When did I say the government should disappear? This is the problem with you Marxist totalitarian assholes. You put words in a persons mouth and then crucify them.

[-] 1 points by JesseHeffran (3903) 12 years ago

you implied that when you use gov't to get shit done you are a Mao or a Stalinistic totalitarian. To me, that means you believe gov't is bad, no ands, ifs or buts about it. Reread every post you have written on this site and tell me i'm wrong that i believe that you believe gov't is the problem. You are either an American dreamer of the good ol' days, as if, or an idiot who knows not what he says. Anyone who uses the knee jerk reactionary words, totalitarian, stalinist, communist, socialist, is either an idiot or a rich man who controls the gov't and wishes to shame others out of using the gov't.

[-] -1 points by BlackSun (275) from Agua León, BC 12 years ago

I implied nothing.

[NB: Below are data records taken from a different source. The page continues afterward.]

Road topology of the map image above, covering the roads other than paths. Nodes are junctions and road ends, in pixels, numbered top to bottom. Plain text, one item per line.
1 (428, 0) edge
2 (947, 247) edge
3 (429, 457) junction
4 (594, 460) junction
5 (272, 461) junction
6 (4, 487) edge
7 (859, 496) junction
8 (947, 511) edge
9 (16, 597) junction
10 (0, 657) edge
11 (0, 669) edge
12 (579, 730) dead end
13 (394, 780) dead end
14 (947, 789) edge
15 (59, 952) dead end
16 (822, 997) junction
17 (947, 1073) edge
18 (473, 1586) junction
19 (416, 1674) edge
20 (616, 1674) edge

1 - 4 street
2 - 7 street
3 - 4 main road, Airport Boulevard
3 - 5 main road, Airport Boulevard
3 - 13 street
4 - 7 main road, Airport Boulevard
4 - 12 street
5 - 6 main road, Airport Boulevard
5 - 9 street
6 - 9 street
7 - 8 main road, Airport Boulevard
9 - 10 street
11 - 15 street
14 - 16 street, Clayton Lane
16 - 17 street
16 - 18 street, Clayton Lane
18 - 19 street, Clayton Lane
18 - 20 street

You assume I stand for whatever your shitty education pounded into your head. Go away. You are a waste of time.

[-] 1 points by MattLHolck (16833) from San Diego, CA 12 years ago
[-] -1 points by shamefuldays (-42) 12 years ago

They have the anger energy and the propaganda, but not the education to know what they're saying. Ignorant mobs are the most dangerous of all.

[-] -2 points by BlackSun (275) from Agua León, BC 12 years ago

Very true.

[-] 4 points by bensdad (8977) 12 years ago

You can always spot an Rs
Same fox style - twist someone else's words - into a lie - to try to prove a point


Obviously giving government money to halliburton & blackwater is better
or would you just prefer david & charles keep more money

[-] -3 points by BlackSun (275) from Agua León, BC 12 years ago

You really are an Obama Administration plant.

[-] 2 points by bensdad (8977) 12 years ago

and you are an Rs

[-] -1 points by BlackSun (275) from Agua León, BC 12 years ago

Nope. Wrong again. But I'm sure your master told you to respond with that. Or did you just read that off of your list?

[-] 2 points by bensdad (8977) 12 years ago

doublecheck-
you are an Rs
you might be able to figure it out if you say it out loud

[-] 1 points by MattLHolck (16833) from San Diego, CA 12 years ago

6 Things rich people need to stop saying.

Posted 18 hours ago on March 15, 2012, 8:04 p.m. EST by toukarin (309) This content is user submitted and not an official statement 6. "Well, $500,000 a Year Might Sound Like a Lot, but I'm Hardly Rich." 5. "Hey, I Worked Hard to Get What I Have!" 4. "If I Can Do It, So Can You!" 3. "You're Just Jealous Because I Made It and You Didn't!" 2. "You Shouldn't Be Punishing the Very People Who Make This Country Work!" 1. "Stop Asking for Handouts! I Never Got Help from Anybody!"